I’ve always known that I wanted to spend my life writing and reading, it’s never been any other way for me but the question was more of when I’d be able to do so professionally and what form it would all take. I had ambitions of becoming a music journalist or a screenwriter when I was a teenager.
You said you like to start writing groups wherever you go – why is this? How supportive are other writers of each other?
I set up things I’d like to be involved in if I can’t find them where I go. I love the energy when a bunch of creatives are together, I find it very motivating. It’s nice to chat about writing and books to people who genuinely share that passion and to share ideas, collaborate, experiment and have fun too. Most good writers I’ve met have been supportive.

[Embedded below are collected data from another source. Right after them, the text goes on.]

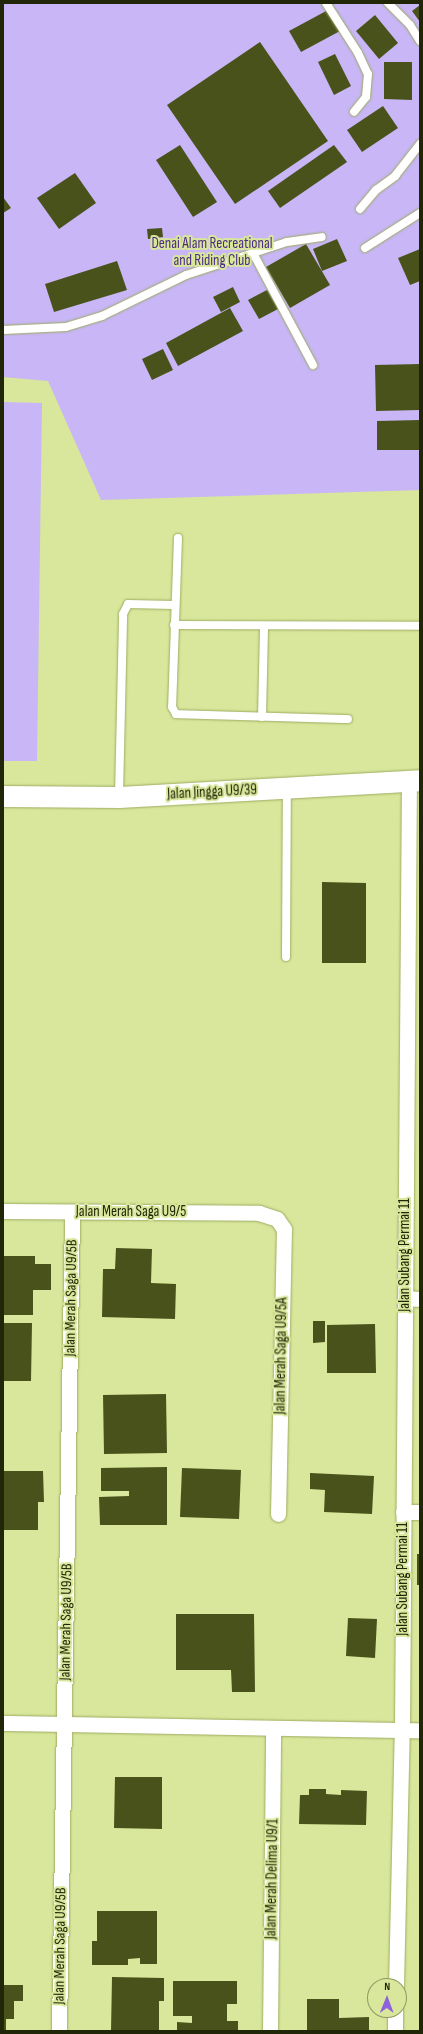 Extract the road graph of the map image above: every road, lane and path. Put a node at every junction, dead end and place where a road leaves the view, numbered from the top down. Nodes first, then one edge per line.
1 (326, 3) edge
2 (388, 3) edge
3 (420, 41) edge
4 (354, 112) dead end
5 (420, 144) edge
6 (360, 209) dead end
7 (420, 213) edge
8 (322, 237) dead end
9 (365, 248) dead end
10 (254, 255) junction
11 (3, 330) edge
12 (313, 365) dead end
13 (178, 538) dead end
14 (174, 605) junction
15 (174, 625) junction
16 (264, 626) junction
17 (420, 626) edge
18 (262, 717) junction
19 (348, 719) dead end
20 (414, 780) edge
21 (286, 788) junction
22 (3, 796) edge
23 (119, 796) junction
24 (414, 819) edge
25 (286, 957) dead end
26 (413, 1054) edge
27 (3, 1211) edge
28 (72, 1212) junction
29 (260, 1213) joint
30 (405, 1298) junction
31 (420, 1298) edge
32 (403, 1512) junction
33 (420, 1512) edge
34 (278, 1514) dead end
35 (3, 1723) edge
36 (65, 1724) junction
37 (273, 1728) junction
38 (402, 1730) junction
39 (420, 1730) edge
40 (396, 1978) edge
41 (395, 2018) edge
42 (59, 2031) edge
43 (270, 2031) edge
44 (395, 2031) edge

1 - 4 lane
2 - 3 lane
5 - 6 lane
7 - 9 lane
8 - 10 lane
10 - 11 lane
10 - 12 lane
13 - 14 lane
14 - 15 lane
14 - 23 lane
15 - 16 lane
15 - 18 lane
16 - 17 lane
16 - 18 lane
18 - 19 lane
20 - 21 street, Jalan Jingga U9/39
20 - 24 street, Jalan Subang Permai 11
21 - 23 street, Jalan Jingga U9/39
21 - 25 lane
22 - 23 street, Jalan Jingga U9/39
24 - 26 street, Jalan Subang Permai 11
26 - 30 street, Jalan Subang Permai 11
27 - 28 street, Jalan Merah Saga U9/5
28 - 29 street, Jalan Merah Saga U9/5
28 - 36 street, Jalan Merah Saga U9/5B
29 - 34 street, Jalan Merah Saga U9/5A
30 - 31 street
30 - 32 street, Jalan Subang Permai 11
32 - 33 street
32 - 38 street, Jalan Subang Permai 11
35 - 36 street
36 - 37 street
36 - 42 street, Jalan Merah Saga U9/5B
37 - 38 street
37 - 43 street, Jalan Merah Delima U9/1
38 - 39 street
38 - 40 street, Jalan Subang Permai 11
41 - 44 street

They possess high levels of empathy and understand the journey that fellow writers are on, the downsides to a life of writing, the loneliness and pressure of it, financial instability, creative frustration and so on. Many have been encouraging and generous to me and I try and repay their kindness to others when I can.
You have an MA in Creative Writing from Queen’s Belfast. What attracted you to this course and how did it help your writing? Would you recommend an MA to aspiring or published authors?
I went down a teaching road after getting an Arts degree, having been dissuaded from doing Film and TV but I was miserable as a mainstream secondary school teacher so I applied for all the masters in writing courses available in Ireland at the time. I was rejected by Trinity, UCD and NUIG. I applied to Queens even though it was a longshot but it was free to apply that year and I had the portfolio ready to go (all the other applications had a fee). I was probably last in the door up there and so surprised to have been accepted after the other rejections. It was one of the best years of my life so far and I worked really hard, immersing myself completely in the course. It was a total luxury, looking back now, to be in such a creative environment with the space to write and to get professional advice and assistance easily. Belfast was great fun too, a really vibrant and interesting city. I loved it.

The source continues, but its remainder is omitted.